We live near a train station. From our window, we can watch the trains come and go. My little Moishy loves watching them. He gets all excited when he hears the engine of another train coming, stops what he is doing and runs to the window shouting "tchayy".

Recently, we started adding a "look out for trains session" before he takes his nap. Moishy sits on my lap and we look out the window together, waiting for the next train to come. We wave "hi" together and then say "ba-bye" to the train as it disappears from view.

Sometimes, many times, a train pulls up the second we sit down together and look out the window. Other times, it takes a little longer. But...so many times the train comes right away.

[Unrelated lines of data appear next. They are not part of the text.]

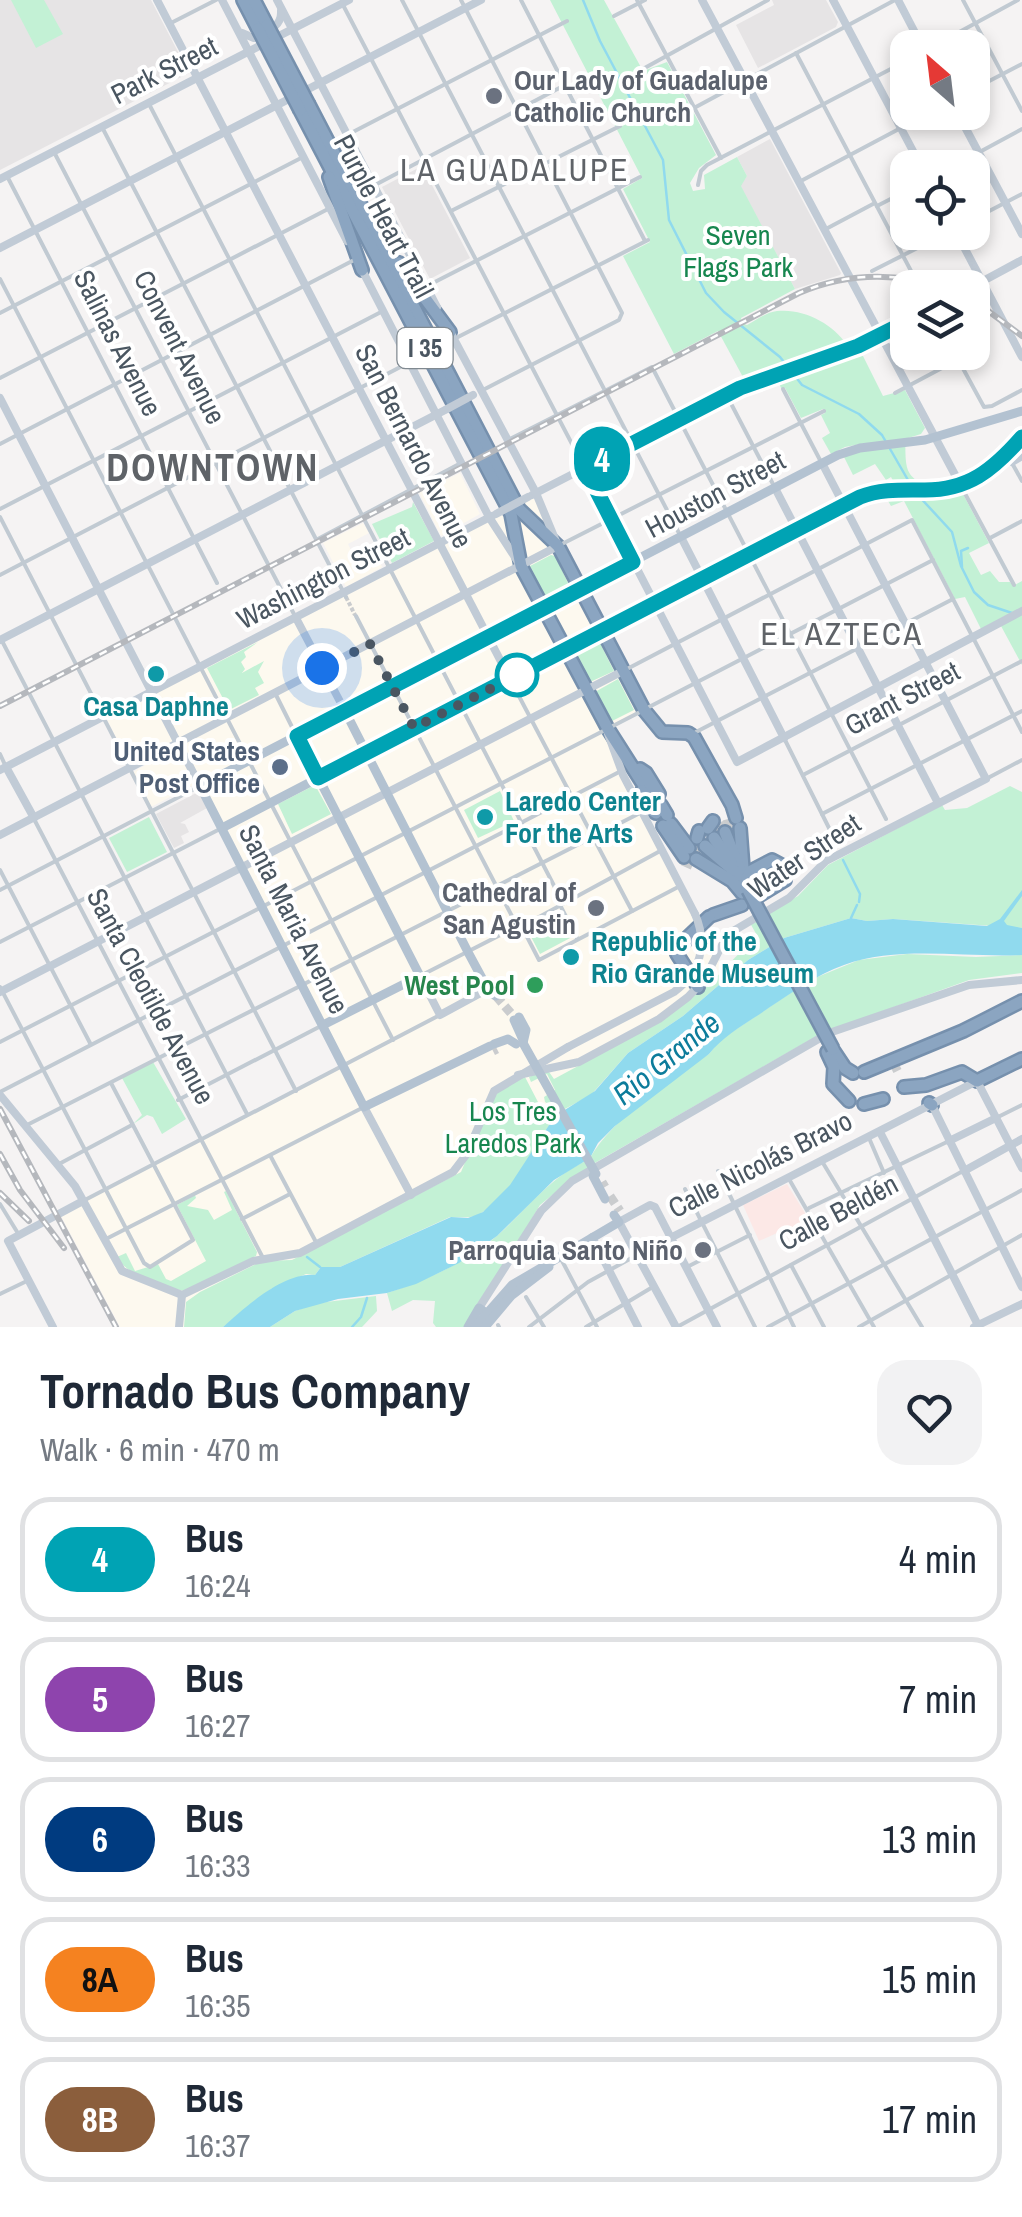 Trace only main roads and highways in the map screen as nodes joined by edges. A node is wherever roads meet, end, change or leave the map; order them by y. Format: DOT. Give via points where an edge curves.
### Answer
graph roads {
  1 [pos="157,0"];
  2 [pos="219,0"];
  3 [pos="243,0"];
  4 [pos="254,0"];
  5 [pos="480,0"];
  6 [pos="702,0"];
  7 [pos="833,0"];
  8 [pos="896,0"];
  9 [pos="345,1"];
  10 [pos="279,4"];
  11 [pos="463,4"];
  12 [pos="263,27"];
  13 [pos="292,29"];
  14 [pos="238,30"];
  15 [pos="915,30"];
  16 [pos="249,52"];
  17 [pos="198,78"];
  18 [pos="322,83"];
  19 [pos="277,106"];
  20 [pos="305,108"];
  21 [pos="966,130"];
  22 [pos="226,132"];
  23 [pos="314,136"];
  24 [pos="912,150"];
  25 [pos="3,178"];
  26 [pos="359,201"];
  27 [pos="1022,234"];
  28 [pos="0,248"];
  29 [pos="1022,260"];
  30 [pos="359,265"];
  31 [pos="990,277"];
  32 [pos="990,296"];
  33 [pos="890,331"];
  34 [pos="452,335"];
  35 [pos="880,336"];
  36 [pos="1022,357"];
  37 [pos="478,393"];
  38 [pos="0,398"];
  39 [pos="1022,411"];
  40 [pos="436,414"];
  41 [pos="934,437"];
  42 [pos="1022,437"];
  43 [pos="386,440"];
  44 [pos="1022,456"];
  45 [pos="1012,462"];
  46 [pos="822,463"];
  47 [pos="977,480"];
  48 [pos="961,486"];
  49 [pos="775,488"];
  50 [pos="532,495"];
  51 [pos="844,505"];
  52 [pos="493,516"];
  53 [pos="797,529"];
  54 [pos="681,537"];
  55 [pos="439,544"];
  56 [pos="558,546"];
  57 [pos="633,562"];
  58 [pos="521,566"];
  59 [pos="703,579"];
  60 [pos="100,589"];
  61 [pos="580,589"];
  62 [pos="466,594"];
  63 [pos="656,604"];
  64 [pos="544,608"];
  65 [pos="1022,610"];
  66 [pos="296,618"];
  67 [pos="602,632"];
  68 [pos="488,638"];
  69 [pos="0,639"];
  70 [pos="566,650"];
  71 [pos="925,662"];
  72 [pos="322,668"];
  73 [pos="623,671"];
  74 [pos="510,679"];
  75 [pos="879,687"];
  76 [pos="586,690"];
  77 [pos="152,692"];
  78 [pos="345,712"];
  79 [pos="297,736"];
  80 [pos="784,738"];
  81 [pos="178,743"];
  82 [pos="366,753"];
  83 [pos="627,767"];
  84 [pos="3,768"];
  85 [pos="318,778"];
  86 [pos="200,786"];
  87 [pos="386,793"];
  88 [pos="938,803"];
  89 [pos="660,811"];
  90 [pos="34,818"];
  91 [pos="338,818"];
  92 [pos="222,828"];
  93 [pos="713,833"];
  94 [pos="0,835"];
  95 [pos="242,868"];
  96 [pos="747,892"];
  97 [pos="420,976"];
  98 [pos="1022,980"];
  99 [pos="1,990"];
  100 [pos="694,990"];
  101 [pos="492,993"];
  102 [pos="1022,1004"];
  103 [pos="515,1020"];
  104 [pos="324,1025"];
  105 [pos="519,1044"];
  106 [pos="566,1048"];
  107 [pos="832,1049"];
  108 [pos="1022,1058"];
  109 [pos="523,1073"];
  110 [pos="858,1073"];
  111 [pos="977,1081"];
  112 [pos="0,1093"];
  113 [pos="883,1099"];
  114 [pos="849,1101"];
  115 [pos="928,1102"];
  116 [pos="864,1104"];
  117 [pos="364,1107"];
  118 [pos="996,1118"];
  119 [pos="880,1132"];
  120 [pos="1022,1139"];
  121 [pos="949,1142"];
  122 [pos="1010,1145"];
  123 [pos="1022,1168"];
  124 [pos="964,1170"];
  125 [pos="602,1186"];
  126 [pos="411,1195"];
  127 [pos="83,1202"];
  128 [pos="620,1218"];
  129 [pos="593,1238"];
  130 [pos="670,1238"];
  131 [pos="4,1243"];
  132 [pos="638,1254"];
  133 [pos="561,1257"];
  134 [pos="1022,1287"];
  135 [pos="182,1294"];
  136 [pos="1022,1304"];
  137 [pos="482,1311"];
  138 [pos="50,1326"];
  139 [pos="977,1326"];
  140 [pos="179,1327"];
  141 [pos="472,1327"];
  142 [pos="485,1327"];
  143 [pos="638,1327"];
  144 [pos="677,1327"];
  145 [pos="717,1327"];
  1 -- 17 [label="main road, San Bernardo Avenue"];
  2 -- 14 [label="main road"];
  3 -- 12 [label="highway, Purple Heart Trail / I 35"];
  4 -- 12 [label="highway, Purple Heart Trail / I 35"];
  5 -- 11 [label="main road"];
  6 -- 35 [label="main road"];
  7 -- 24 [label="main road"];
  8 -- 15 [label="main road"];
  9 -- 13 [label="main road, Park Street"];
  10 -- 13 [label="main road"];
  10 -- 14 [label="main road" via="280,21 259,36"];
  11 -- 18 [label="main road"];
  12 -- 20 [label="highway, Purple Heart Trail / I 35, bridge"];
  13 -- 16 [label="main road, Park Street"];
  13 -- 18 [label="main road"];
  14 -- 16 [label="main road"];
  16 -- 17 [label="main road, Park Street"];
  16 -- 19 [label="main road"];
  17 -- 22 [label="main road, San Bernardo Avenue"];
  17 -- 25 [label="main road, Park Street"];
  18 -- 19 [label="main road"];
  18 -- 34 [label="main road"];
  19 -- 22 [label="main road"];
  19 -- 30 [label="main road"];
  20 -- 23 [label="highway, Purple Heart Trail / I 35"];
  20 -- 26 [label="highway, Purple Heart Trail / I 35"];
  21 -- 27 [label="main road"];
  22 -- 28 [label="main road"];
  22 -- 43 [label="main road, San Bernardo Avenue"];
  23 -- 30 [label="highway"];
  23 -- 58 [label="highway, Purple Heart Trail / I 35" via="512,514"];
  26 -- 34 [label="highway"];
  26 -- 56 [label="highway, Purple Heart Trail / I 35" via="519,509"];
  29 -- 31 [label="main road"];
  30 -- 40 [label="main road"];
  32 -- 36 [label="main road"];
  33 -- 35 [label="main road, Washington Street"];
  34 -- 37 [label="main road"];
  35 -- 41 [label="main road"];
  35 -- 50 [label="main road, Washington Street" via="726,394"];
  37 -- 40 [label="main road, bridge"];
  37 -- 50 [label="main road"];
  38 -- 60 [label="main road, Santa Maria Avenue"];
  39 -- 41 [label="main road, Houston Street"];
  40 -- 43 [label="main road"];
  40 -- 52 [label="main road"];
  41 -- 46 [label="main road, Houston Street" via="847,451"];
  41 -- 48 [label="main road"];
  42 -- 47 [label="main road"];
  43 -- 55 [label="main road, San Bernardo Avenue"];
  43 -- 60 [label="main road"];
  44 -- 45 [label="main road"];
  45 -- 47 [label="main road"];
  46 -- 49 [label="main road, Houston Street"];
  46 -- 51 [label="main road"];
  47 -- 48 [label="main road"];
  48 -- 51 [label="main road" via="872,493"];
  49 -- 53 [label="main road"];
  49 -- 54 [label="main road, Houston Street"];
  50 -- 52 [label="main road, Washington Street, bridge"];
  50 -- 56 [label="main road"];
  51 -- 53 [label="main road"];
  51 -- 71 [label="main road"];
  52 -- 55 [label="main road, Washington Street"];
  52 -- 58 [label="main road"];
  53 -- 59 [label="main road"];
  53 -- 75 [label="main road"];
  54 -- 57 [label="main road, Houston Street"];
  54 -- 59 [label="main road"];
  55 -- 62 [label="main road, San Bernardo Avenue"];
  55 -- 66 [label="main road, Washington Street"];
  56 -- 58 [label="main road"];
  56 -- 61 [label="highway, Purple Heart Trail"];
  57 -- 61 [label="main road, Houston Street"];
  57 -- 63 [label="main road"];
  58 -- 62 [label="main road"];
  58 -- 64 [label="highway, Purple Heart Trail"];
  59 -- 63 [label="main road"];
  59 -- 80 [label="main road"];
  60 -- 69 [label="main road"];
  60 -- 77 [label="main road, Santa Maria Avenue"];
  61 -- 64 [label="main road, Houston Street"];
  61 -- 67 [label="highway, Purple Heart Trail"];
  62 -- 68 [label="main road, San Bernardo Avenue"];
  62 -- 72 [label="main road"];
  63 -- 67 [label="main road"];
  63 -- 80 [label="main road" via="737,762"];
  64 -- 68 [label="main road, Houston Street"];
  64 -- 70 [label="highway, Purple Heart Trail"];
  65 -- 71 [label="main road"];
  66 -- 72 [label="main road, Convent Avenue"];
  66 -- 77 [label="main road, Washington Street"];
  67 -- 70 [label="main road"];
  67 -- 73 [label="highway, Purple Heart Trail"];
  68 -- 74 [label="main road, San Bernardo Avenue"];
  68 -- 78 [label="main road, Houston Street"];
  70 -- 74 [label="main road"];
  70 -- 76 [label="highway, Purple Heart Trail"];
  71 -- 75 [label="main road"];
  71 -- 88 [label="main road, Water Street" via="986,779"];
  72 -- 78 [label="main road, Convent Avenue"];
  72 -- 81 [label="main road"];
  73 -- 76 [label="main road"];
  73 -- 93 [label="highway, Purple Heart Trail" via="662,732 694,737"];
  74 -- 82 [label="main road"];
  75 -- 80 [label="main road"];
  75 -- 88 [label="main road"];
  76 -- 83 [label="highway, Purple Heart Trail"];
  76 -- 87 [label="main road"];
  77 -- 81 [label="main road, Santa Maria Avenue"];
  77 -- 84 [label="main road, Washington Street"];
  78 -- 79 [label="main road, Houston Street"];
  78 -- 82 [label="main road, Convent Avenue"];
  79 -- 85 [label="main road"];
  79 -- 86 [label="main road, Houston Street"];
  81 -- 86 [label="main road, Santa Maria Avenue"];
  81 -- 90 [label="main road"];
  82 -- 85 [label="main road"];
  82 -- 87 [label="main road, Convent Avenue"];
  83 -- 89 [label="highway"];
  83 -- 89 [label="highway" via="650,810"];
  84 -- 90 [label="main road, Santa Cleotilde Avenue"];
  85 -- 91 [label="main road"];
  85 -- 92 [label="main road"];
  86 -- 92 [label="main road, Santa Maria Avenue"];
  87 -- 91 [label="main road"];
  87 -- 101 [label="main road, Convent Avenue"];
  88 -- 100 [label="main road, Water Street" via="832,858 794,894 742,924"];
  89 -- 93 [label="highway"];
  89 -- 93 [label="highway" via="675,845"];
  89 -- 106 [label="main road, bridge" via="662,850 702,940 699,960 674,992"];
  90 -- 94 [label="main road"];
  91 -- 95 [label="main road"];
  91 -- 97 [label="main road"];
  92 -- 95 [label="main road, Santa Maria Avenue"];
  93 -- 96 [label="highway"];
  93 -- 96 [label="highway"];
  93 -- 96 [label="highway" via="718,871"];
  95 -- 99 [label="main road"];
  95 -- 104 [label="main road, Santa Maria Avenue"];
  96 -- 100 [label="highway" via="688,936 676,954"];
  96 -- 107 [label="highway, bridge"];
  97 -- 101 [label="main road" via="440,1015"];
  97 -- 104 [label="main road"];
  98 -- 137 [label="main road" via="969,985 829,1034 576,1178 541,1210"];
  100 -- 106 [label="main road, Water Street" via="580,1058 570,1058"];
  100 -- 109 [label="main road, Water Street" via="659,1019 584,1059"];
  102 -- 110 [label="highway"];
  102 -- 110 [label="highway" via="875,1077"];
  103 -- 105 [label="main road" via="523,1032"];
  104 -- 117 [label="main road, Santa Maria Avenue"];
  105 -- 117 [label="main road" via="508,1039"];
  105 -- 125 [label="main road, bridge"];
  106 -- 109 [label="main road"];
  107 -- 110 [label="highway" via="845,1068"];
  107 -- 114 [label="highway" via="833,1084"];
  108 -- 111 [label="highway, Calle Nicolás Bravo"];
  109 -- 126 [label="main road" via="494,1091 458,1168"];
  111 -- 115 [label="main road, Calle Nicolás Bravo"];
  111 -- 115 [label="highway" via="965,1072 908,1087"];
  111 -- 118 [label="main road"];
  112 -- 127 [label="main road"];
  113 -- 116 [label="highway"];
  115 -- 119 [label="main road, Calle Nicolás Bravo"];
  115 -- 121 [label="main road"];
  117 -- 126 [label="main road, Santa Maria Avenue"];
  118 -- 121 [label="main road"];
  118 -- 122 [label="main road"];
  119 -- 130 [label="main road, Calle Nicolás Bravo"];
  119 -- 139 [label="main road"];
  120 -- 122 [label="main road, Calle Beldén"];
  121 -- 124 [label="main road"];
  122 -- 123 [label="main road"];
  122 -- 124 [label="main road, Calle Beldén"];
  124 -- 134 [label="main road"];
  126 -- 135 [label="main road" via="294,1256 263,1258"];
  127 -- 131 [label="main road"];
  127 -- 135 [label="main road" via="117,1265 131,1277"];
  128 -- 129 [label="main road"];
  128 -- 130 [label="main road" via="653,1206"];
  128 -- 132 [label="main road"];
  129 -- 133 [label="main road"];
  129 -- 143 [label="main road"];
  130 -- 132 [label="main road, Calle Nicolás Bravo"];
  130 -- 145 [label="main road"];
  131 -- 138 [label="main road"];
  132 -- 144 [label="main road"];
  133 -- 137 [label="main road"];
  133 -- 142 [label="main road" via="514,1293"];
  135 -- 140 [label="main road"];
  136 -- 139 [label="main road"];
  137 -- 141 [label="main road"];
}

And I wonder...I think about the famous story about a rebbe who went on a walk with his chassidim in the forest. One chassid asked his rebbe why so many leaves were falling off the trees. The rebbe said he would watch out for the next leaf that fell and give him an answer.

As they continued to walk, another leaf slowly fluttered down to the ground. 

When the rebbe lifted up the leaf and saw a little worm under it, he explained the following, "This little worm was crawling in the forest and the sun was beating down its back. It was uncomfortable. So it called out to Hashem and cried, "Please Hashem, I am so uncomfortable. I am so small. I don't know what to do to help myself. Please, help me. Only YOU can help me." And so, Hashem commanded the wind to blow over all the trees in that forest. The wind blew and blew until it shook the leaves of one tree and one leaf detached from its branch and slowly fell to the ground. It swished this way and that until finally, it fell down...right on top of the little worm."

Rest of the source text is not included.